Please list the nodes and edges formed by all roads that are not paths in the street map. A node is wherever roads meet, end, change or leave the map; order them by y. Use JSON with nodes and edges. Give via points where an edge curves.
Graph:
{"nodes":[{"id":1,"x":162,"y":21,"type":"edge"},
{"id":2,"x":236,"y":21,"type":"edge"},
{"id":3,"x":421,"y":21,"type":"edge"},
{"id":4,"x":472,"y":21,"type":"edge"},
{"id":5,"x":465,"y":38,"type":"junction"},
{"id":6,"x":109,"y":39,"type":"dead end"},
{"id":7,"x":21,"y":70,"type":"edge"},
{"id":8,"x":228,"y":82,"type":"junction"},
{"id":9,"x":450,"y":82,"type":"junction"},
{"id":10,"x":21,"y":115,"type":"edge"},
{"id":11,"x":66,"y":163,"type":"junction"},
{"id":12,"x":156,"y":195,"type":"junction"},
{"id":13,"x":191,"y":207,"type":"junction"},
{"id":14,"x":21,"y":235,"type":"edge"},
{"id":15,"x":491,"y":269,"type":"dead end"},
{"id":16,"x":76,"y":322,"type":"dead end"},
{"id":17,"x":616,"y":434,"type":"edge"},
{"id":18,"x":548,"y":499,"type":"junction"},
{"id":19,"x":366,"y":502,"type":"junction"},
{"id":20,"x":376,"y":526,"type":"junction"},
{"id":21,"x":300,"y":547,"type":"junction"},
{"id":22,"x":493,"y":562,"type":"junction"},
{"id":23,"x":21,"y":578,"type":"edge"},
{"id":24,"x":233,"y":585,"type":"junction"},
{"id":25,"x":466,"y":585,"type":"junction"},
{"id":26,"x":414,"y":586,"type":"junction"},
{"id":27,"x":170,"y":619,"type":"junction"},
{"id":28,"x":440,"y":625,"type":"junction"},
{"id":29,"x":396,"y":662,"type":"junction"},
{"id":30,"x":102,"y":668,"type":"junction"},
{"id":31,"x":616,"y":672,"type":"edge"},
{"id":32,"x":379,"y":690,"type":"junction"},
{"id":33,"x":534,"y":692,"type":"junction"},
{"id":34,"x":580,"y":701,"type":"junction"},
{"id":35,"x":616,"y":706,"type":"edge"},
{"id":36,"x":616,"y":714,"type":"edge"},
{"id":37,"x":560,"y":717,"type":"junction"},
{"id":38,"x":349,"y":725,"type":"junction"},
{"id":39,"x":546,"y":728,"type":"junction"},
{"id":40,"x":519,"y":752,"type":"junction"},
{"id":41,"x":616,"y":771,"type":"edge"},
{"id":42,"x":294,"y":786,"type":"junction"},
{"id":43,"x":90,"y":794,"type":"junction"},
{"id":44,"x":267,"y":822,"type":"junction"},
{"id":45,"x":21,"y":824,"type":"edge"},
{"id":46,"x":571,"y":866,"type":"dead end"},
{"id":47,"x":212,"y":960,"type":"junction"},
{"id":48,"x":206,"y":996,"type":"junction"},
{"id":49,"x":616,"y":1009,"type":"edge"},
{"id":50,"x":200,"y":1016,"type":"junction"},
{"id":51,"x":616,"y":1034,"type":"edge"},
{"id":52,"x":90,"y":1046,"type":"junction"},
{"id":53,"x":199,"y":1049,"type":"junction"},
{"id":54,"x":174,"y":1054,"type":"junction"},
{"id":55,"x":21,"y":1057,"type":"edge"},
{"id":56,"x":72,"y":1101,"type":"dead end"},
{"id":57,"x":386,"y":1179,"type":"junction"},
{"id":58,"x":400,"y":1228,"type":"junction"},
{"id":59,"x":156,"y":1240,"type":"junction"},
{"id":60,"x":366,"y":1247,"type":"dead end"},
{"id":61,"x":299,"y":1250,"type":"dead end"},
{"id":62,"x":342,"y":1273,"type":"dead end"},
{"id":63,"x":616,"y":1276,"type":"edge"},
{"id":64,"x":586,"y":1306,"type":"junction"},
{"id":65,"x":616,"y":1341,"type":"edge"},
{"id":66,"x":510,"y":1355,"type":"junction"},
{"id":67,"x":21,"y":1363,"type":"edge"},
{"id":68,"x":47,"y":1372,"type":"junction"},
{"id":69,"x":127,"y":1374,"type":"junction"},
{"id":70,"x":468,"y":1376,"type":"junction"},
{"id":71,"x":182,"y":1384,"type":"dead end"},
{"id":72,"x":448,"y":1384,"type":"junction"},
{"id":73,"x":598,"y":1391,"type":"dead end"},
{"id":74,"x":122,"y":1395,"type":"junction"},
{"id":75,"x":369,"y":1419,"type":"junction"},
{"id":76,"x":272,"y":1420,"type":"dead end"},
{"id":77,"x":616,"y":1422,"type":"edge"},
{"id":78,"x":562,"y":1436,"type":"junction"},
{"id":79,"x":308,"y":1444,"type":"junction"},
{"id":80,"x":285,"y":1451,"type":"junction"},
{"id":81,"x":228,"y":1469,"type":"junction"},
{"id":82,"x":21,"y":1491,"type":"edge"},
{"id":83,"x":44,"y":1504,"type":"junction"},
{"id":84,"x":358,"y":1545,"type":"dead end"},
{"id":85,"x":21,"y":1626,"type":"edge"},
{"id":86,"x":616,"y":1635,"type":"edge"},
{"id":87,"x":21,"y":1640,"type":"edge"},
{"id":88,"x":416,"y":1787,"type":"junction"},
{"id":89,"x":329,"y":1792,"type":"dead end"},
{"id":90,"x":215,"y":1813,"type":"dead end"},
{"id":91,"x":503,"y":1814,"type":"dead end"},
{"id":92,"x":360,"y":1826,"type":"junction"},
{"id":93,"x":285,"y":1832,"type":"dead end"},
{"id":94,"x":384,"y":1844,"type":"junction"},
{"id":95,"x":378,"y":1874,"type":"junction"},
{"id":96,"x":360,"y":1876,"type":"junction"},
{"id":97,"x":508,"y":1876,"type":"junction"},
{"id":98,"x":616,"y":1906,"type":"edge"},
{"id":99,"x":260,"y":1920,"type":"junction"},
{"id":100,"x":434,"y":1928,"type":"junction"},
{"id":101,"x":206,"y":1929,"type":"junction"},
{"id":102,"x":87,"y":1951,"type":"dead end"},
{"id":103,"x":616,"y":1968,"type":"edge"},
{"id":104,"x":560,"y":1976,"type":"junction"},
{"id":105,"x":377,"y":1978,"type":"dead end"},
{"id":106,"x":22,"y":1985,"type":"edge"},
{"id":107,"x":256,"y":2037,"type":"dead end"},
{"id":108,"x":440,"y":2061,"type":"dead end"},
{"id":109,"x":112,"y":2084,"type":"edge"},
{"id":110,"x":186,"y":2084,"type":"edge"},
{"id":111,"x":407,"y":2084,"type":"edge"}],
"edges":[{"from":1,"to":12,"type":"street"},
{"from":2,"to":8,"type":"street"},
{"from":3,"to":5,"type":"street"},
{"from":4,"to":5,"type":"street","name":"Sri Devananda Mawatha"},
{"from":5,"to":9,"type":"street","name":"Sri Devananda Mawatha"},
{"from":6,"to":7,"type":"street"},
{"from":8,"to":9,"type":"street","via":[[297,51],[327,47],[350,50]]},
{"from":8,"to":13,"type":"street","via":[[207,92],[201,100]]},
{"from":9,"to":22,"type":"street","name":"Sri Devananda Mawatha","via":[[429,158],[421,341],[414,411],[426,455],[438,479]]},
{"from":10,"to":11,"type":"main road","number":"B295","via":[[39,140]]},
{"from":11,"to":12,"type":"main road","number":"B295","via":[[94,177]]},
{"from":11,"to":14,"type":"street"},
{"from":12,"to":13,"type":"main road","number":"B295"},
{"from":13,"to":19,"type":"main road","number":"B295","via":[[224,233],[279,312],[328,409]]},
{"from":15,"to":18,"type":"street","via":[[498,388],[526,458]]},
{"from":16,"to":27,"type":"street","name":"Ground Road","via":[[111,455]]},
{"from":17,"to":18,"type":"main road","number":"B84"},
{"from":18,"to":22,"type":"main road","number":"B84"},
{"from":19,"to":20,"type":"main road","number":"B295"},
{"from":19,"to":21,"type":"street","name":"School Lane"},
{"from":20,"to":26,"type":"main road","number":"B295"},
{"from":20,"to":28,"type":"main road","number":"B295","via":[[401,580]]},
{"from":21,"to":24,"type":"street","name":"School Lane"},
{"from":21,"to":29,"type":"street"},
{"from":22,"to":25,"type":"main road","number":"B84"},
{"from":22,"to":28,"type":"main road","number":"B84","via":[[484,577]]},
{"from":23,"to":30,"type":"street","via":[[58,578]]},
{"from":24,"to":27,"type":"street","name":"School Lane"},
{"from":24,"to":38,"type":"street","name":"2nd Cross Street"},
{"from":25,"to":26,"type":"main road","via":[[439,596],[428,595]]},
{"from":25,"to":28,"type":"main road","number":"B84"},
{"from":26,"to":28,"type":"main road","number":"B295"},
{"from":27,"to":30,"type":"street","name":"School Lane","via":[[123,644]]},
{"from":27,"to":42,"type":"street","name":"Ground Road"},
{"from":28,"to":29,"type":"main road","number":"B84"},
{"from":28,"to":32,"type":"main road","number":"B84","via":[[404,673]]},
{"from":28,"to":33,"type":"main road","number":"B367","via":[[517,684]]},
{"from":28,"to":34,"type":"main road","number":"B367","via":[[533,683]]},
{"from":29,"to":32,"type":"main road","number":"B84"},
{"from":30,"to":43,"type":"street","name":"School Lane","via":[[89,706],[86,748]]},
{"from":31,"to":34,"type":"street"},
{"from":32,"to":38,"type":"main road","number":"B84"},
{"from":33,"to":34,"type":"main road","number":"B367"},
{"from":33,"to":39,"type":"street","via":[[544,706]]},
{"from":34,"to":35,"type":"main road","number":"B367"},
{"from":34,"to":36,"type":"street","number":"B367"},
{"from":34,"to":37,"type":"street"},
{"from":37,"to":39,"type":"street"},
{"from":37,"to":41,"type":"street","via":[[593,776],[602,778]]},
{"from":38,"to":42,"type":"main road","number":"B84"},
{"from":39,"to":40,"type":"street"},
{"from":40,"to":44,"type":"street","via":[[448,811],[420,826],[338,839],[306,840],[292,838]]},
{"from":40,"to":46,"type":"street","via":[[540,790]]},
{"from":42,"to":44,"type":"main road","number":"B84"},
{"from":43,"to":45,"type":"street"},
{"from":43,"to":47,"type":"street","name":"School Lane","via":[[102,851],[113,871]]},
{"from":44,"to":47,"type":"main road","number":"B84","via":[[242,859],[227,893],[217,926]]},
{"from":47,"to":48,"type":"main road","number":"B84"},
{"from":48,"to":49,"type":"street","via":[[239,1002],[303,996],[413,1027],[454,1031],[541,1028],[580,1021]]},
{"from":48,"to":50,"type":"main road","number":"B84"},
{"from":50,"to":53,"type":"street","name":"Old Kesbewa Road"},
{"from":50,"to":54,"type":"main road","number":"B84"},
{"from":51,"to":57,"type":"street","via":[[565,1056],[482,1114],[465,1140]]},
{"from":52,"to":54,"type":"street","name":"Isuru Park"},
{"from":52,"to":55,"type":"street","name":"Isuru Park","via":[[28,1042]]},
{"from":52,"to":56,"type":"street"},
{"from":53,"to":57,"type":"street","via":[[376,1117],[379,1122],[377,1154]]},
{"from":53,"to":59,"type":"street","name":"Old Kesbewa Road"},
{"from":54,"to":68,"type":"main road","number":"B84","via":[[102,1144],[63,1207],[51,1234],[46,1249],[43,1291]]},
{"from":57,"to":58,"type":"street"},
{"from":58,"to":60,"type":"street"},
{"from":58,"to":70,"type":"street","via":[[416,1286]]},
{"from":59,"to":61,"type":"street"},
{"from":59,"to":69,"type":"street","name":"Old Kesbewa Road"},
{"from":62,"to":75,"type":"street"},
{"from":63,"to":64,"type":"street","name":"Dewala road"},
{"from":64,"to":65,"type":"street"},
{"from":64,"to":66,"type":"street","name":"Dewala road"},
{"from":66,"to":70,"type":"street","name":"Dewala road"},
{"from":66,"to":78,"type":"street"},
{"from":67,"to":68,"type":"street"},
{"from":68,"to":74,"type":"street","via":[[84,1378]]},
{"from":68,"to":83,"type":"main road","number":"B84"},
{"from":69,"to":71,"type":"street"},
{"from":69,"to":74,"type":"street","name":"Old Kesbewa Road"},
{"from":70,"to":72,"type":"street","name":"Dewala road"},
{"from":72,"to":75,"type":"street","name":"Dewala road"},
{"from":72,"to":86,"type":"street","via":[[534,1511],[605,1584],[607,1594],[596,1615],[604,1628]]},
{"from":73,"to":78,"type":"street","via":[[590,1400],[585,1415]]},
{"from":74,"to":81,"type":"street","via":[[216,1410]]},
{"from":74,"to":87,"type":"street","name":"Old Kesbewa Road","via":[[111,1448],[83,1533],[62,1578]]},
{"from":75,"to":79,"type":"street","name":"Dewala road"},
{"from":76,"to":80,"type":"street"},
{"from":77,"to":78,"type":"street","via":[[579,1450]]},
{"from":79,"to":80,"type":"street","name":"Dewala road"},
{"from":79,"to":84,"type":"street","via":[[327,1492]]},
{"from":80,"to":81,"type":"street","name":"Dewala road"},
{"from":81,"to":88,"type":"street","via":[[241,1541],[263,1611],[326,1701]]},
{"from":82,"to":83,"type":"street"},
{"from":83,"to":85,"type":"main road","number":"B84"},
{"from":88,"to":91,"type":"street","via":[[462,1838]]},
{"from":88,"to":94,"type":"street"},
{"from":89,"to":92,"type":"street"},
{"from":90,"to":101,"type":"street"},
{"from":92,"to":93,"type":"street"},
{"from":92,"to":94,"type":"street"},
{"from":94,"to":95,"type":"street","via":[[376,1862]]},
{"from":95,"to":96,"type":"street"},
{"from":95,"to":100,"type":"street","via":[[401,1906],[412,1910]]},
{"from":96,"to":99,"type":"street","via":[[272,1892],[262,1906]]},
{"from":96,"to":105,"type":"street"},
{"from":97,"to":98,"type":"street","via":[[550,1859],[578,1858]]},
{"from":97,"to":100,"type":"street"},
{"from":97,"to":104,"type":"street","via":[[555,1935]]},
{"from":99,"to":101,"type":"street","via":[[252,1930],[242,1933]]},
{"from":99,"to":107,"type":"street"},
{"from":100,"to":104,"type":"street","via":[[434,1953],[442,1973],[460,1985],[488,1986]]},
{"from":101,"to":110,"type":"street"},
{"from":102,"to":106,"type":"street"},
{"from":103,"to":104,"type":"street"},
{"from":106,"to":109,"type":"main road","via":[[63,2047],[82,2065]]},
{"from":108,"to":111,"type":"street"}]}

_ _ _

Return all lines in the data that include the word "edges".

Please list the nodes and edges formed by all roads that are not paths in the street map. A node is wherever roads meet, end, change or leave the map; order them by y. Use JSON with nodes and edges. Give via points where an edge curves.
"edges":[{"from":1,"to":12,"type":"street"},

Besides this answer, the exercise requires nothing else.